父である清内が栄太郎(稔麿)と連名にて記したもの。筆跡は清内のものだろうとの事

一筆啓上仕候 甚暑之節に御座候処、先以貴所様・御満家中様御安全に可被成御座珍重の至に奉存候 於為元親子共無意義相勤候間、乍憚貴意易思召可被遣候 且又当夏は殊外厚さ強く難凌、御国元も同様に御座候哉と奉存候

一筆失礼致します。暑い時期でございますが、兎にも角にも貴方様・御家族様方がとても健康にお過ごしとの事、大変喜ばしく存じます。貴方様のご助力の元、我ら親子共難儀無く勤める事が出来ています。

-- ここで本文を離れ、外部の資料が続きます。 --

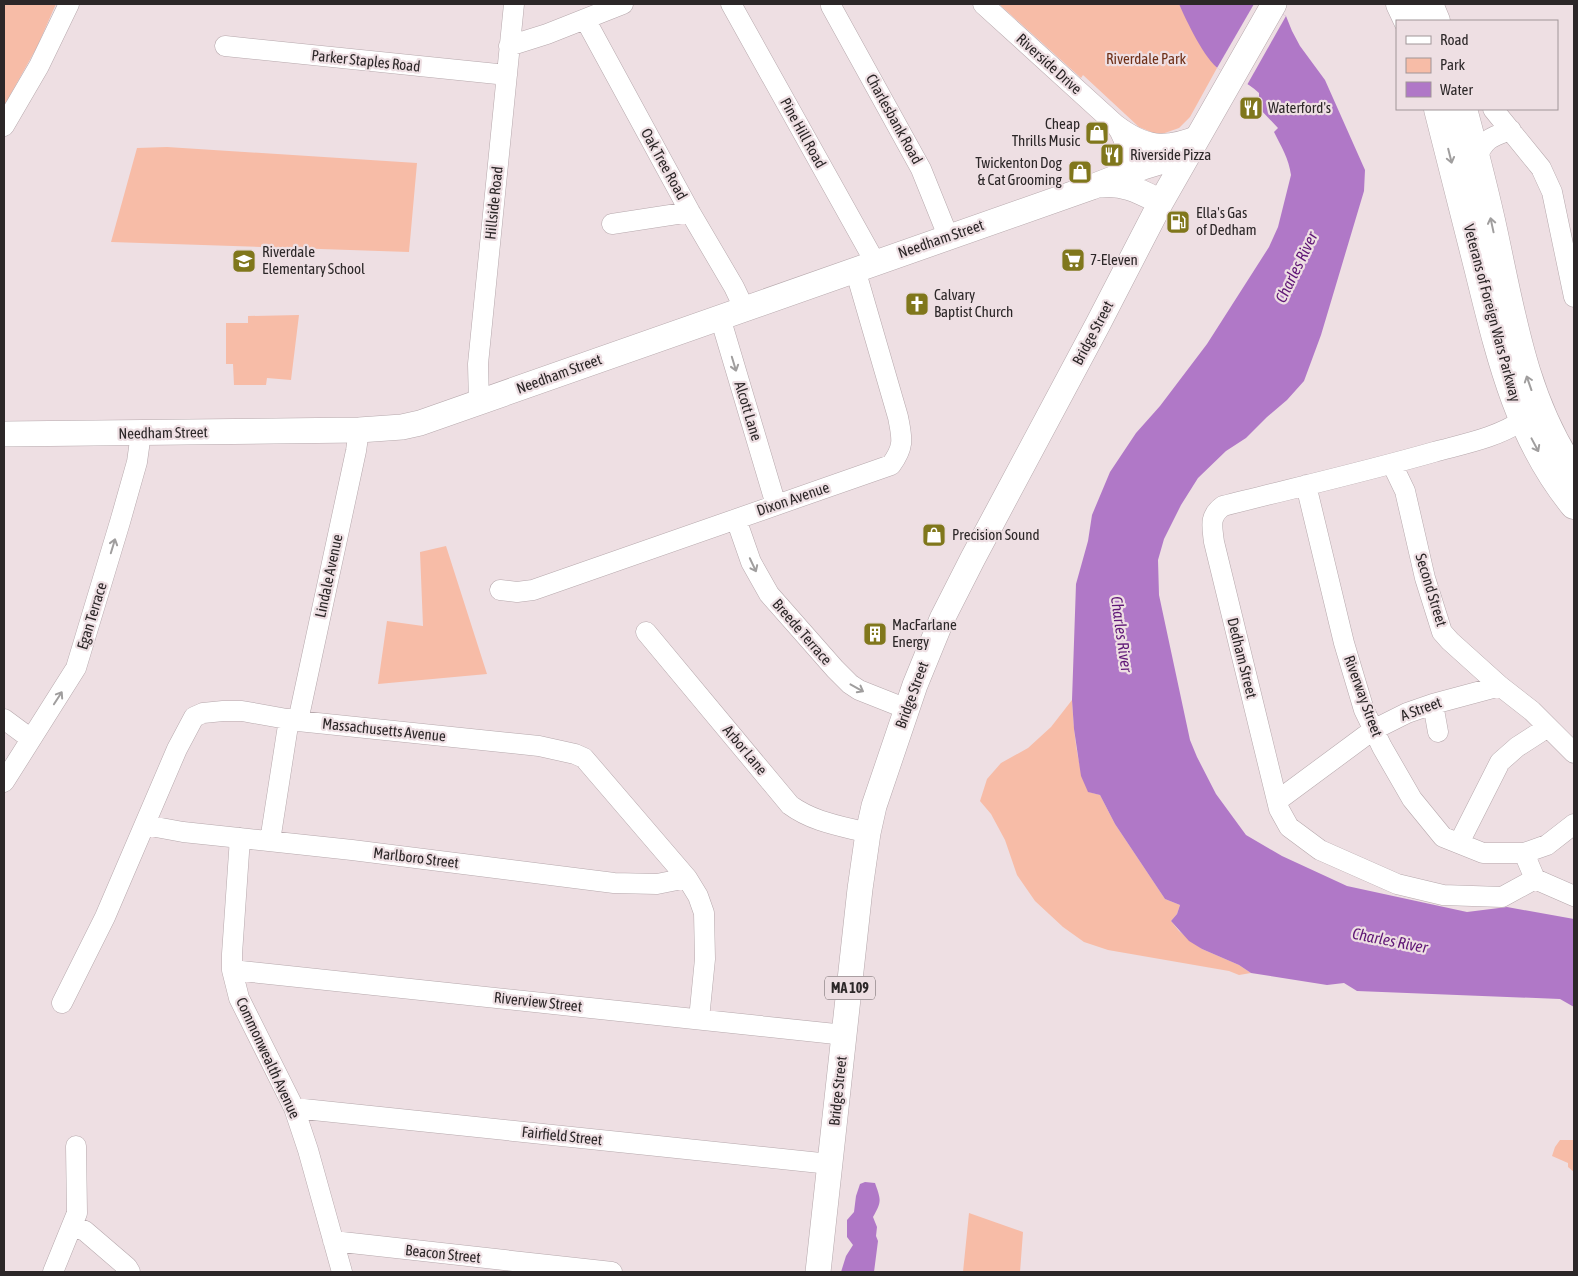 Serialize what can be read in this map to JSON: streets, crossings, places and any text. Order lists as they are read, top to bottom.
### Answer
{
  "streets": {
    "highway": ["Veterans of Foreign Wars Parkway"],
    "main road": ["Needham Street", "Bridge Street", "MA 109"],
    "street": [
      "Parker Staples Road",
      "Riverside Drive",
      "Charlesbank Road",
      "Pine Hill Road",
      "Oak Tree Road",
      "Hillside Road",
      "Alcott Lane",
      "Dixon Avenue",
      "Lindale Avenue",
      "Second Street",
      "Egan Terrace",
      "Breede Terrace",
      "Dedham Street",
      "Riverway Street",
      "A Street",
      "Massachusetts Avenue",
      "Arbor Lane",
      "Marlboro Street",
      "Riverview Street",
      "Commonwealth Avenue",
      "Fairfield Street",
      "Beacon Street"
    ]
  },
  "crossings": [
    ["Parker Staples Road", "Hillside Road"],
    ["Riverside Drive", "Needham Street"],
    ["Riverside Drive", "Bridge Street"],
    ["Charlesbank Road", "Needham Street"],
    ["Pine Hill Road", "Needham Street"],
    ["Pine Hill Road", "Dixon Avenue"],
    ["Oak Tree Road", "Needham Street"],
    ["Hillside Road", "Needham Street"],
    ["Needham Street", "Bridge Street"],
    ["Needham Street", "Alcott Lane"],
    ["Needham Street", "Dixon Avenue"],
    ["Needham Street", "Lindale Avenue"],
    ["Needham Street", "Egan Terrace"],
    ["Veterans of Foreign Wars Parkway", "Dedham Street"],
    ["Bridge Street", "Breede Terrace"],
    ["Bridge Street", "Arbor Lane"],
    ["Bridge Street", "Riverview Street"],
    ["Bridge Street", "Fairfield Street"],
    ["Alcott Lane", "Dixon Avenue"],
    ["Dixon Avenue", "Breede Terrace"],
    ["Lindale Avenue", "Massachusetts Avenue"],
    ["Lindale Avenue", "Marlboro Street"],
    ["Second Street", "Dedham Street"],
    ["Second Street", "A Street"],
    ["Dedham Street", "Riverway Street"],
    ["Dedham Street", "A Street"],
    ["Riverway Street", "A Street"],
    ["Massachusetts Avenue", "Marlboro Street"],
    ["Massachusetts Avenue", "Riverview Street"],
    ["Marlboro Street", "Commonwealth Avenue"],
    ["Riverview Street", "Commonwealth Avenue"],
    ["Commonwealth Avenue", "Fairfield Street"],
    ["Commonwealth Avenue", "Beacon Street"]
  ],
  "one_way": ["Alcott Lane", "Egan Terrace", "Breede Terrace"],
  "water": ["Charles River"],
  "parks": ["Riverdale Park"],
  "places": {
    "restaurant": ["Waterford's", "Riverside Pizza"],
    "shop": ["Cheap Thrills Music", "Twickenton Dog & Cat Grooming", "Precision Sound"],
    "fuel station": ["Ella's Gas of Dedham"],
    "supermarket": ["7-Eleven"],
    "school or university": ["Riverdale Elementary School"],
    "church": ["Calvary Baptist Church"],
    "building": ["MacFarlane Energy"]
  },
  "legend": ["Road", "Park", "Water"]
} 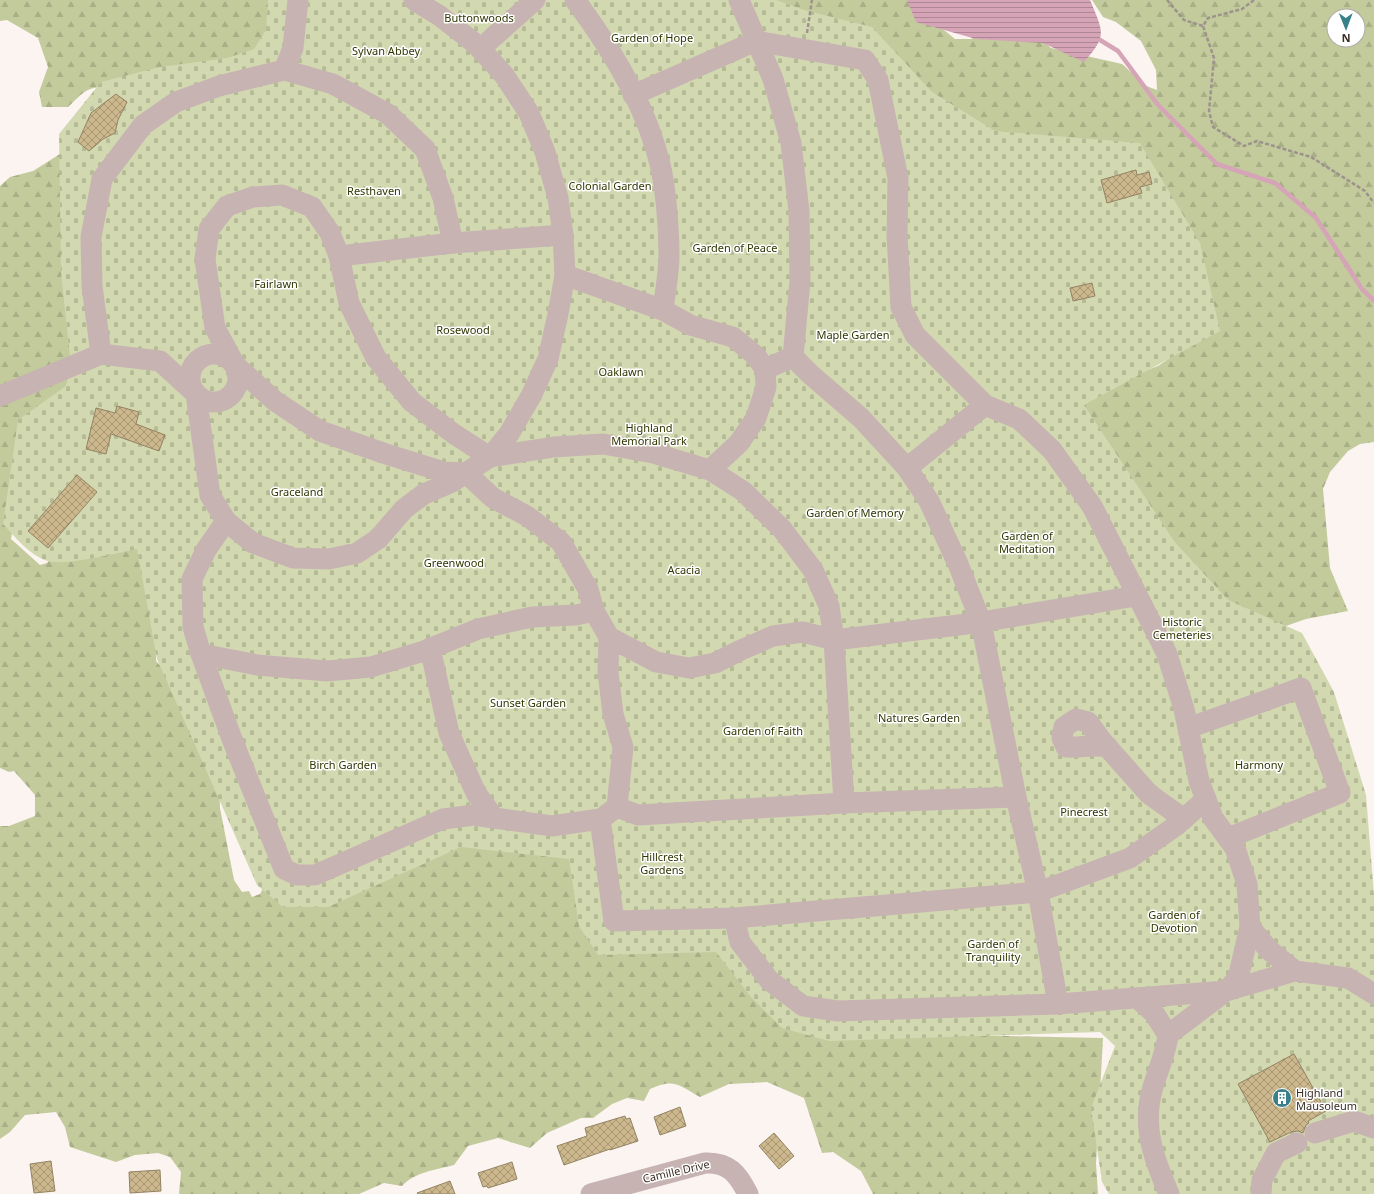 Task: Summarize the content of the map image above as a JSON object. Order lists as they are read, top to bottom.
{
  "streets": {
    "street": ["Camille Drive"]
  },
  "parks": [
    "Buttonwoods",
    "Garden of Hope",
    "Sylvan Abbey",
    "Colonial Garden",
    "Resthaven",
    "Garden of Peace",
    "Fairlawn",
    "Rosewood",
    "Maple Garden",
    "Oaklawn",
    "Highland Memorial Park",
    "Graceland",
    "Garden of Memory",
    "Garden of Meditation",
    "Greenwood",
    "Acacia",
    "Historic Cemeteries",
    "Sunset Garden",
    "Natures Garden",
    "Garden of Faith",
    "Birch Garden",
    "Harmony",
    "Pinecrest",
    "Hillcrest Gardens",
    "Garden of Devotion",
    "Garden of Tranquility"
  ],
  "places": {
    "building": ["Highland Mausoleum"]
  },
  "north": "bottom"
}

また、今年の夏は殊更暑さが厳しく凌ぎがたく、そちら(萩松本村)も同様でしょうかと存じます。

 

猶又江戸表は異国船渡〔破損〕御大名様方へ御人数被差出候様御沙汰相成、…<省略>…其外手道具、足軽・弓組・鉄砲組・十三組、無柄白木綿にて後八巻、袖印長州何之何某と書付陣立同様に御座候

尚また江戸の方は異国の船が渡り〔破損〕大名様方の指示により人数を揃える事に相成りまして、…省略>…外手道具、足軽・弓組・鉄砲組・十三組、白無地の木綿布を後ろはちまき、袖印に長州の組と名前を書き付け、陣立も同様でございます。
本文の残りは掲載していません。